Dans cet article, on remonte le fil du denim : de ses origines ouvrières à son statut de pièce intemporelle. Quelle est la véritable histoire du jean ?
Sommaire
Les origines : entre la France et l’Italie
Contrairement à ce que l’on pense, le jean ne naît pas aux États-Unis. Son histoire commence en Europe, entre la France et l’Italie.
Le Bleu de Gênes
À Gênes, en Italie, les marins portent des pantalons teints avec de l'indigo naturel. Les Anglais appelaient ce tissu en toile de coton et de lin le "Bleu de Gênes", ce qui a fini par donner le mot "Jean". Un textile exporté partout en Europe.
Le Serge de Nîmes
Parallèlement, dans le sud de la France, les tisserands de Nîmes tentent de reproduire le “Jean” de Gênes, une toile de coton robuste venue d'Italie. Ils échouent à copier l'original, mais créent par accident un tissu encore plus résistant : le sergé de Nîmes. "De Nîmes" est devenu, par contraction linguistique, le Denim. La couleur bleue du fil de chaîne provient d’une teinture nommée “blu di genoa” signifiant “Bleu de Gênes”, et c’est d’ici que provient le nom “blue jeans”. Une couleur obtenue de façon naturelle notamment grâce à l’indigotier.
1873 : La naissance du jean à rivets
L’histoire du jean commence réellement en Californie, en pleine Ruée vers l’or. À cette époque, les mineurs déchirent leurs pantalons en un rien de temps sous le poids des pépites et des outils.
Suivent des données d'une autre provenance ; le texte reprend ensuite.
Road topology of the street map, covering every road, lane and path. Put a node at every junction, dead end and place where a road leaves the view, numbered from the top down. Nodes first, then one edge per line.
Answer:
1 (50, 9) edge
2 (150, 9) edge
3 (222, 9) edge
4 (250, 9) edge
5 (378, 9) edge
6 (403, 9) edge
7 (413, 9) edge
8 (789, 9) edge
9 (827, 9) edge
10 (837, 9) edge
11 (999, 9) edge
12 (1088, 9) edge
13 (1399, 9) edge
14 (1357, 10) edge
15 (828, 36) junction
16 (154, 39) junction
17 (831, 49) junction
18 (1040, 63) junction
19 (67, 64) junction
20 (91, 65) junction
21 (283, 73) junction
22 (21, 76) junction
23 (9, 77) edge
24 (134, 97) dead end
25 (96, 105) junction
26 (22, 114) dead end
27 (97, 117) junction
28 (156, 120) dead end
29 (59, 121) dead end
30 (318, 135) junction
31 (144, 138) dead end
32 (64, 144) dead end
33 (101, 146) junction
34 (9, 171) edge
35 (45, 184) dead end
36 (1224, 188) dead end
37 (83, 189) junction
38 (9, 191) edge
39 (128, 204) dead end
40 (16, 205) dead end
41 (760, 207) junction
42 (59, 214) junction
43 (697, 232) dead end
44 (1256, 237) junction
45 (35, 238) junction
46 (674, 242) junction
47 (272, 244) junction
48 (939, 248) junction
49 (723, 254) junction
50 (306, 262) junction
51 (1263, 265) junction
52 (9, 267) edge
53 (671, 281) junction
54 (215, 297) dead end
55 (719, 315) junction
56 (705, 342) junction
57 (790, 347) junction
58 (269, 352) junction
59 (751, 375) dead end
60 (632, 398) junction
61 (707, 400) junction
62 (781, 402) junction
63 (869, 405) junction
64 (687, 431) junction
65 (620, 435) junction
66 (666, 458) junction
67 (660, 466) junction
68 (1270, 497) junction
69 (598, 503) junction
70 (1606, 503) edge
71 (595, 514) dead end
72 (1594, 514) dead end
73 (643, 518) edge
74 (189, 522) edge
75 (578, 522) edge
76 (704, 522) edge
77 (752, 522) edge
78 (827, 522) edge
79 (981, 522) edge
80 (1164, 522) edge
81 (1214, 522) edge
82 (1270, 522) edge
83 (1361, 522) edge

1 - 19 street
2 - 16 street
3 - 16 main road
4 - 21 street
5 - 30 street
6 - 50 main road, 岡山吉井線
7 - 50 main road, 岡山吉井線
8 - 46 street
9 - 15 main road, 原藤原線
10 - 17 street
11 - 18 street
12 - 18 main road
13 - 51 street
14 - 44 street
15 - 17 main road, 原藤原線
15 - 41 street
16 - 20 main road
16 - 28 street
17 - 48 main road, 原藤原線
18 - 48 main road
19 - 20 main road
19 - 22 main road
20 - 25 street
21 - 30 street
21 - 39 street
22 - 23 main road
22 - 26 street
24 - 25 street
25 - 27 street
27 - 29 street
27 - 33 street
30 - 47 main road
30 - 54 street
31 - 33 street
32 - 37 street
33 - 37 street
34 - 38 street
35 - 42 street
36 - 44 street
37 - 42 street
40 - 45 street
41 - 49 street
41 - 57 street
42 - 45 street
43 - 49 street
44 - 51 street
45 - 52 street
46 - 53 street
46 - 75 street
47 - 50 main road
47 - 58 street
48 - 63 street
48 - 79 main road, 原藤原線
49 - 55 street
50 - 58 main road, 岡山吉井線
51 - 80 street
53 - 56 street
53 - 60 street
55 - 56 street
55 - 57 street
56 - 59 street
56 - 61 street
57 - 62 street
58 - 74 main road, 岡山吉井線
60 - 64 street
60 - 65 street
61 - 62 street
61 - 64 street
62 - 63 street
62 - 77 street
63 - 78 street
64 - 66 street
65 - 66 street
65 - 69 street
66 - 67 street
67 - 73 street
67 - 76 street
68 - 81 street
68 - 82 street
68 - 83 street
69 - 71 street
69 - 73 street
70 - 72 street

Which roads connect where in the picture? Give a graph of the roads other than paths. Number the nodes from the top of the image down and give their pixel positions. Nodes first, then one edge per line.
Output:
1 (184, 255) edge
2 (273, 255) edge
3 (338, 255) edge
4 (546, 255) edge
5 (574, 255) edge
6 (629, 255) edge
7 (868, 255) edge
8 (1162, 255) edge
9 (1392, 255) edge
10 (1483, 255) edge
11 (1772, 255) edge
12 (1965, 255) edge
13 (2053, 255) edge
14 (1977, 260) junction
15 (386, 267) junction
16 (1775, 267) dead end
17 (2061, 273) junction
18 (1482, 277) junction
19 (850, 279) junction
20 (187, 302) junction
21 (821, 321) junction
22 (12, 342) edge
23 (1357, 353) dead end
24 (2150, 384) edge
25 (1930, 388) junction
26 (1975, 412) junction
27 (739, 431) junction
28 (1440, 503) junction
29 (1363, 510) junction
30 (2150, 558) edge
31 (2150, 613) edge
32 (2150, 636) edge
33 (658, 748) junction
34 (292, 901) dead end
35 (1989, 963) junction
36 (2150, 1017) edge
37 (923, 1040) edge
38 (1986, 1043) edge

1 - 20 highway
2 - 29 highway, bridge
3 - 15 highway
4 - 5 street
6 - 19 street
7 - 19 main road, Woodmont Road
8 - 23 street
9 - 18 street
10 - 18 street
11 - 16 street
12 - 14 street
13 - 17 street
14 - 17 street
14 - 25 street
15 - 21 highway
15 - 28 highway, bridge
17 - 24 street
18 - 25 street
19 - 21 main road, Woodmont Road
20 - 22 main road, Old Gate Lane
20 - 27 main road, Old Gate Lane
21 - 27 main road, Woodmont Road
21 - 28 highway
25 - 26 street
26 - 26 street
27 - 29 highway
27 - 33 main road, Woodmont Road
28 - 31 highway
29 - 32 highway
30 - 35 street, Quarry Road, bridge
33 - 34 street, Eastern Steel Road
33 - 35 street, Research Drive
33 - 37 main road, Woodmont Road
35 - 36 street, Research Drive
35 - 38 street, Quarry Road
C'est ici qu'entre en scène deux visionnaires :
Levi Strauss : il quitte l’Allemagne pour New York afin de rejoindre son frère qui tenait un business familial, puis rejoint par la suite San Francisco pour ouvrir une branche du business familial sur la Côte Ouest : Levi Strauss & Co.
Jacob Davis : un tailleur de Reno dans le Nevada qui a une idée de génie et qui va s'associer par la suite avec Levi Strauss.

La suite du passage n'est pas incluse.